Incident runbook design
How to design effective incident runbooks β playbook structure, the detection to resolution pipeline, severity levels, on-call rotations, escalation paths, and blameless postmortem practices.
Why Runbooks Matter
An incident at 3 AM is the worst time to figure out how your system works.
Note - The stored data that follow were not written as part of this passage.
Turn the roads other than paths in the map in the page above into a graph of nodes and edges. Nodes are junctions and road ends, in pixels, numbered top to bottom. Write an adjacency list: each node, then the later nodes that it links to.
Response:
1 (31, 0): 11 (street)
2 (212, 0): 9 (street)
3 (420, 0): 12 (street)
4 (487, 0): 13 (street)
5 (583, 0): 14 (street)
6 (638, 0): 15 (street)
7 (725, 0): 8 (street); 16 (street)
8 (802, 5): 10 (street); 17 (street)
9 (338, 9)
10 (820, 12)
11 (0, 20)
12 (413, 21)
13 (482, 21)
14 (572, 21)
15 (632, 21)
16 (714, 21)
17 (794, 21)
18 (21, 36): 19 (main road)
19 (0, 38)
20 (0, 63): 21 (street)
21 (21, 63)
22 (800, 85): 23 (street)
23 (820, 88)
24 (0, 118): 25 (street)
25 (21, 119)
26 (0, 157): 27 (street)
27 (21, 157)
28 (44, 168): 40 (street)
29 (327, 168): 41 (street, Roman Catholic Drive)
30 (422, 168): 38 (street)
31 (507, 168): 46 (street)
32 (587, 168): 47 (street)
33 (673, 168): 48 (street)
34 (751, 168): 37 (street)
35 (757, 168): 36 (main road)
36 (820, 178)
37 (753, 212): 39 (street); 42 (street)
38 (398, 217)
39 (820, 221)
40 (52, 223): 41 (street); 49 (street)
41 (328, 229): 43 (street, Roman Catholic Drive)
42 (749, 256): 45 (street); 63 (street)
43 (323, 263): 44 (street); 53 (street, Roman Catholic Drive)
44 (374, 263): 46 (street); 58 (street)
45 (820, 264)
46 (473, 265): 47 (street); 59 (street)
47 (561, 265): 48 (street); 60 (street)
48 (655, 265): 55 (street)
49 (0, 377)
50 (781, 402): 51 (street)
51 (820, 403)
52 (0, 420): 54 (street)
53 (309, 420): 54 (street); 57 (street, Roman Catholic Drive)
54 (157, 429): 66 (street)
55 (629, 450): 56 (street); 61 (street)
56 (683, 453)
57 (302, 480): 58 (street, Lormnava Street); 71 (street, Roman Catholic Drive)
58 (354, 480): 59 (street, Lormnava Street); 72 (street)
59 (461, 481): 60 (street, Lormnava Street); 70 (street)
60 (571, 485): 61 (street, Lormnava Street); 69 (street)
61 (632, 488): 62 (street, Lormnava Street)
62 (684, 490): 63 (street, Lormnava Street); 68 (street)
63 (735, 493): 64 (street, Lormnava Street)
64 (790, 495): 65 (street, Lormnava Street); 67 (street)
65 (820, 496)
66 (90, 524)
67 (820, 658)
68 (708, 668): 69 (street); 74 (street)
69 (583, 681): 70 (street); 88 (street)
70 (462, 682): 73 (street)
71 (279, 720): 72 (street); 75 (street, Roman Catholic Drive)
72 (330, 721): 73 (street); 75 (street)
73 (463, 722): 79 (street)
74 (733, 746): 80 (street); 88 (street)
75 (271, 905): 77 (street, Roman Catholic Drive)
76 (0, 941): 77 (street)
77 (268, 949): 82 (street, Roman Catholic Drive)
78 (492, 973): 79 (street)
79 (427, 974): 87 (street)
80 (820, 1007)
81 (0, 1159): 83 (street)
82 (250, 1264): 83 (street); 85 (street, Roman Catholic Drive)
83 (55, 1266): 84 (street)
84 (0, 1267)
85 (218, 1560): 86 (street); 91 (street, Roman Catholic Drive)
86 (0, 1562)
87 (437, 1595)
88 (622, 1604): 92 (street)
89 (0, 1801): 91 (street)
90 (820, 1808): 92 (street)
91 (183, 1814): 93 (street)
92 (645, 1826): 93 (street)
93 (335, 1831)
Runbooks encode the knowledge of your most experienced engineers into step-by-step instructions that anyone on rotation can follow under stress without heroics.
A good runbook is not a manual β it's a decision tree. "If you see X, try Y. If Y doesn't solve it in 10 minutes, escalate to Z."
Incident Lifecycle
Every incident follows the same pipeline:
Detection -> Triage -> Mitigation -> Resolution -> Postmortem
Detection: alert fires, user report, on-call notified
Triage: assess severity, communicate to stakeholders, start incident channel
Mitigation: stop the bleeding (rollback, kill switch, scale up, redirect traffic)
Resolution: fix root cause, validate fix under production load
Postmortem: blameless review, action items assigned with owners and due dates
Detection to mitigation is the critical window. Optimize for this. Root cause investigation can happen after service is restored.
Severity Levels
Clear severity levels prevent both over-escalation (waking up the CTO for a minor UI bug) and under-escalation (spending an hour debugging alone while customers can't check out):
| Severity | Definition | Response Time | Who |
|---|---|---|---|
| SEV1 | Complete outage or major data loss | Immediate, all hands | On-call + leadership + comms |
| SEV2 | Major feature broken, 10%+ users affected | 15 minutes | On-call + team lead |
| SEV3 | Degraded performance, workaround available | 1 hour | On-call |
| SEV4 | Minor bug, single user, no data loss | Next business day | Team backlog |
Declare severity early and adjust down if assessment improves. It's always better to escalate and stand down than to under-escalate and miss impact.
On-Call Rotation Design
Primary/secondary model: Primary is alerted first and handles the incident. Secondary is backup if primary doesn't acknowledge within 5 minutes and handles escalation.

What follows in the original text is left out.